Verdicts ‘from above’
Since the coup, most political cases have been tried in “special courts” set up inside prisons. These makeshift “courtrooms” typically consist of curtained-off spaces in large halls or other prison buildings, usually about 10”x10” in area and with little more than a table and two or three chairs for furniture.
With thousands of trials to conduct against its opponents, the regime has also reduced the role of the people involved in its legal proceedings to the bare basics. Lawyers are allowed to attend hearings only to maintain the pretence of due process.

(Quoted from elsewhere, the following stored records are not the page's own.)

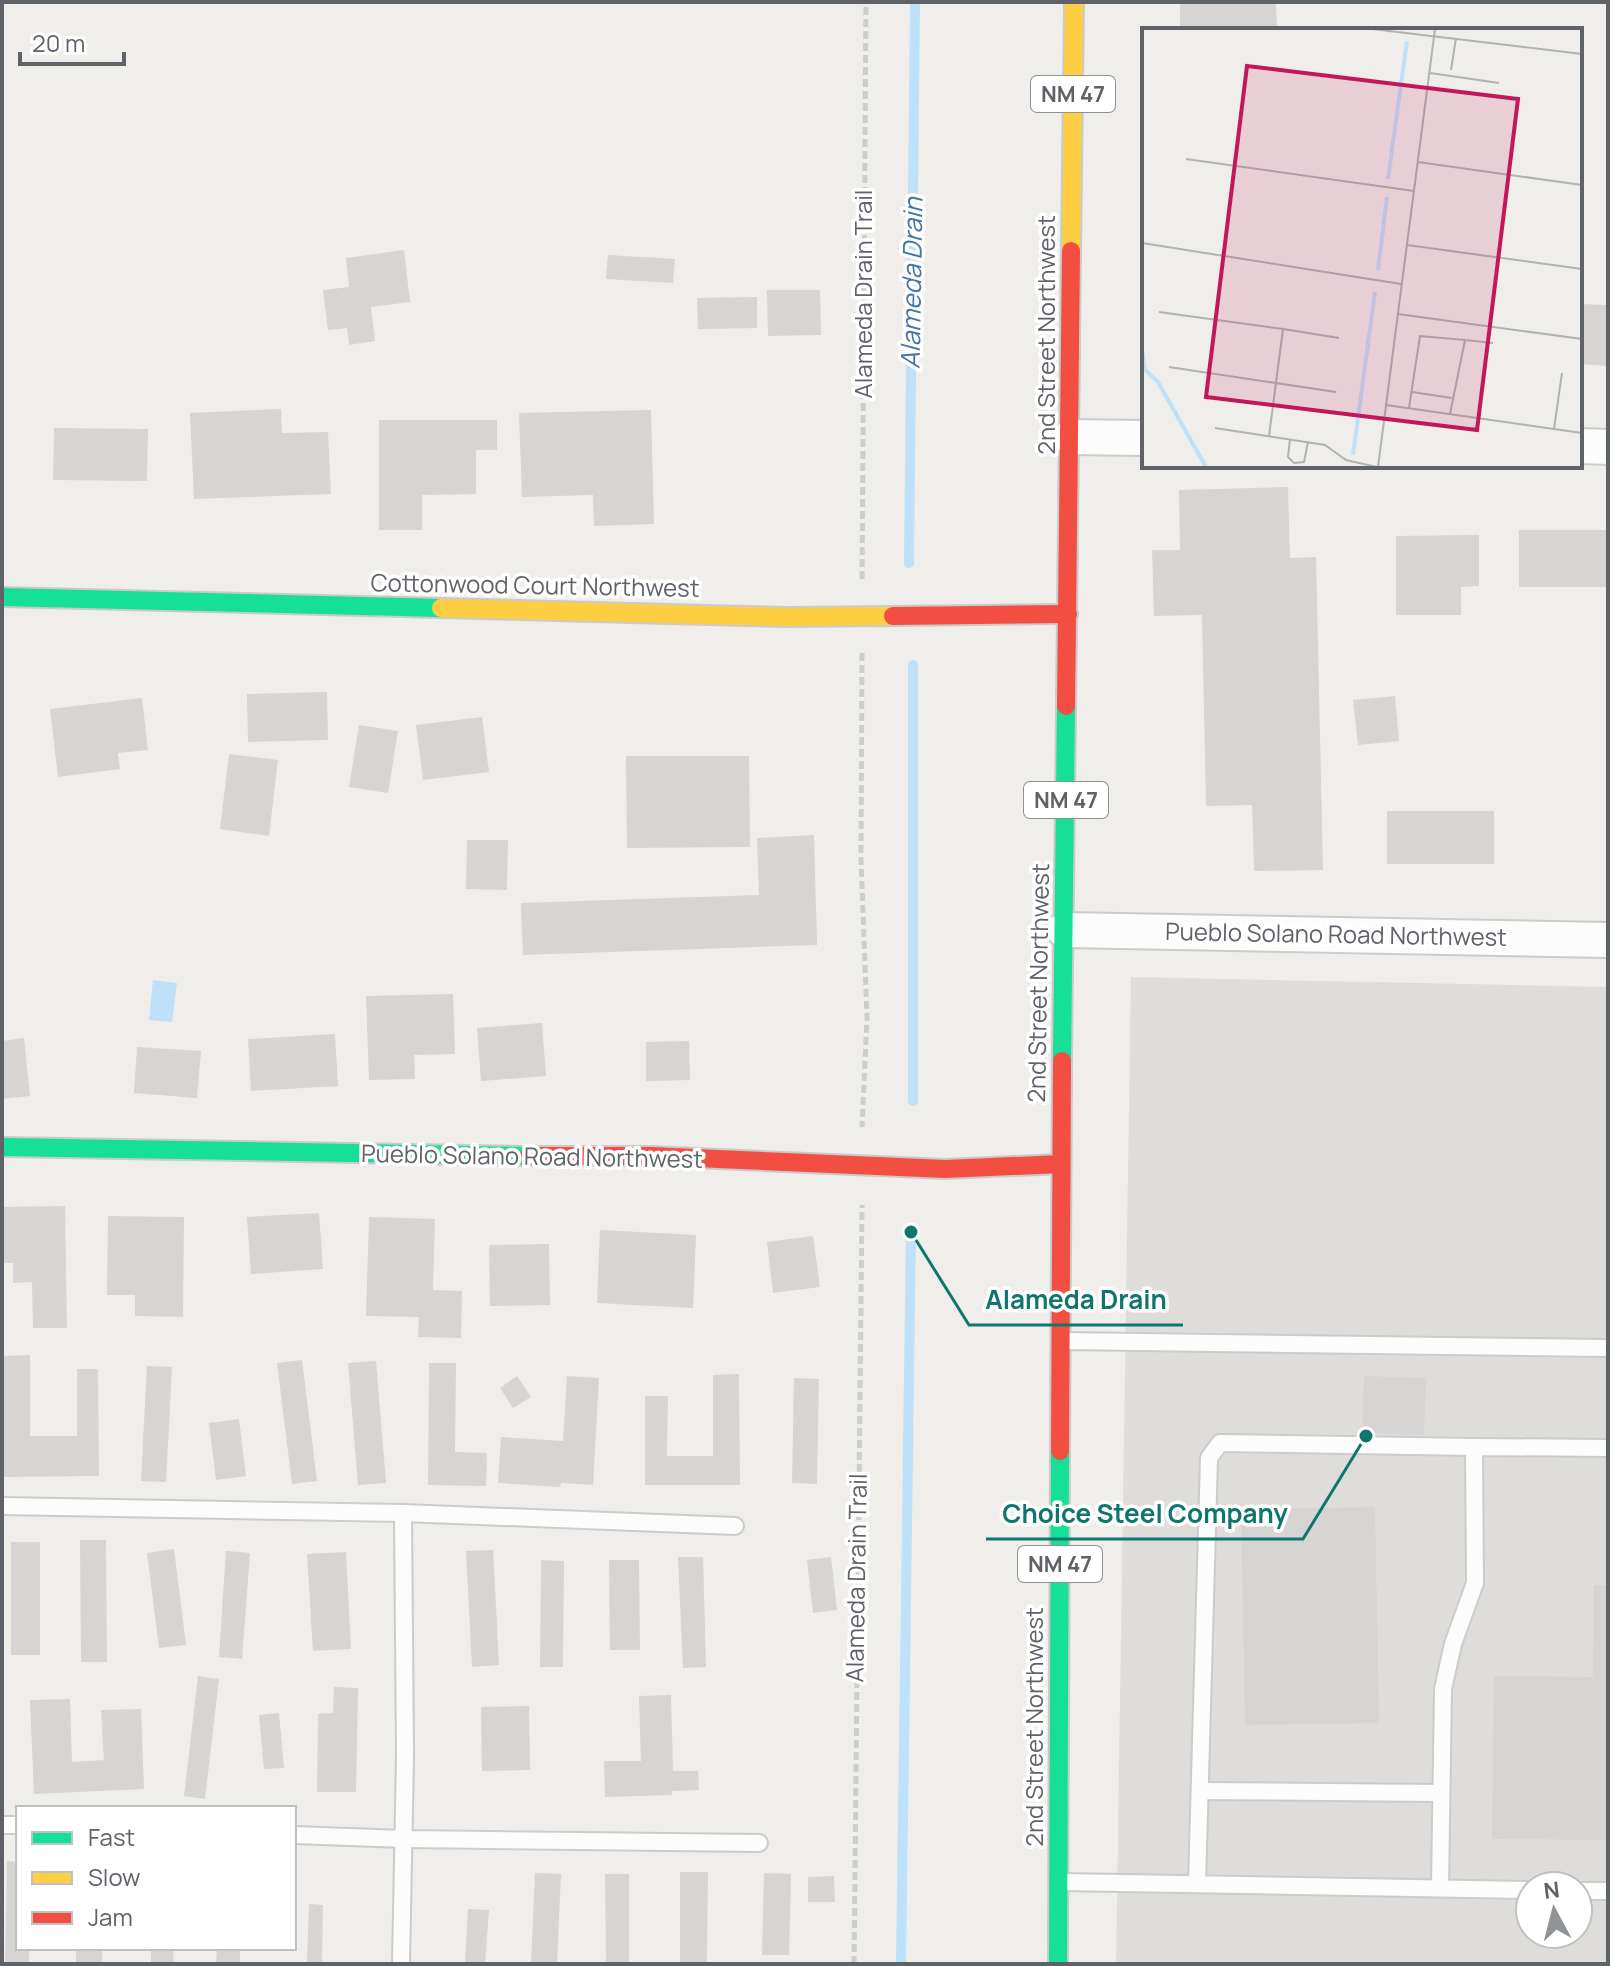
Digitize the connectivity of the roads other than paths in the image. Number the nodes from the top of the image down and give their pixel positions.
1 (1074, 2) edge
2 (1070, 437) junction
3 (1142, 438) edge
4 (1582, 446) edge
5 (1608, 447) edge
6 (2, 597) edge
7 (1068, 614) junction
8 (1064, 930) junction
9 (1608, 940) edge
10 (2, 1147) edge
11 (1061, 1164) junction
12 (1061, 1341) junction
13 (1608, 1348) edge
14 (1474, 1447) junction
15 (1608, 1448) edge
16 (2, 1506) edge
17 (403, 1513) junction
18 (735, 1526) dead end
19 (1200, 1791) junction
20 (1441, 1793) junction
21 (296, 1835) edge
22 (404, 1839) junction
23 (759, 1843) dead end
24 (1059, 1882) junction
25 (1197, 1884) junction
26 (1440, 1888) junction
27 (1514, 1890) edge
28 (401, 1964) edge
29 (1058, 1964) edge

1 - 2 street, 2nd Street Northwest / NM 47
2 - 3 street
2 - 7 street, 2nd Street Northwest / NM 47
4 - 5 street
6 - 7 street, Cottonwood Court Northwest
7 - 8 street, 2nd Street Northwest / NM 47
8 - 9 street, Pueblo Solano Road Northwest
8 - 11 street, 2nd Street Northwest / NM 47
10 - 11 street, Pueblo Solano Road Northwest
11 - 12 street, 2nd Street Northwest / NM 47
12 - 13 lane
12 - 24 street, 2nd Street Northwest / NM 47
14 - 15 lane
14 - 19 lane
14 - 20 lane
16 - 17 lane
17 - 18 lane
17 - 22 lane
19 - 20 lane
19 - 25 lane
20 - 26 lane
21 - 22 lane
22 - 23 lane
22 - 28 lane
24 - 25 lane
24 - 29 street, 2nd Street Northwest / NM 47
25 - 26 lane
26 - 27 lane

Judges play an even more perfunctory part in the junta’s sham justice system. They never intervene when prison officials or intelligence officers eavesdrop on conversations between lawyers and their clients, and they invariably pass judgments that are predetermined and “directed from above.”
Lawyers say that judges simply read out verdicts that arrive in sealed envelopes, eliminating the need to actually adjudicate in cases that rarely have any merit to begin with.
“Some judges like living under a dictatorship. They can just do as they please. They no longer feel any need to examine cases,” said one lawyer who has taken part in several post-coup trials.
The treatment of prisoners is also routinely ignored by judges. According to Mei Aye, many of her clients have appeared at hearings covered in cuts and bruises after brutal interrogation sessions, but judges simply turned a blind eye to this obvious evidence of abuse.
“I would submit a request for the judge to acknowledge and record the injuries of the defendants inflicted by the authorities, but they would never respond to those requests. Some judges even told me to stop bringing it up,” she said.
But as bad as Myanmar’s ordinary courts have become, they are still not as arbitrary or oppressive as the military tribunals that handle cases in areas that have been placed under martial law.
These tribunals have been empowered to preside over cases involving alleged violations of 23 separate provisions of the Penal Code. The proceedings are heavily guarded by junta troops, but the accused lack even the most basic legal protections. All cases are handled by military lawyers and military judges, who decide on the fate of defendants who are denied any say in their own defence.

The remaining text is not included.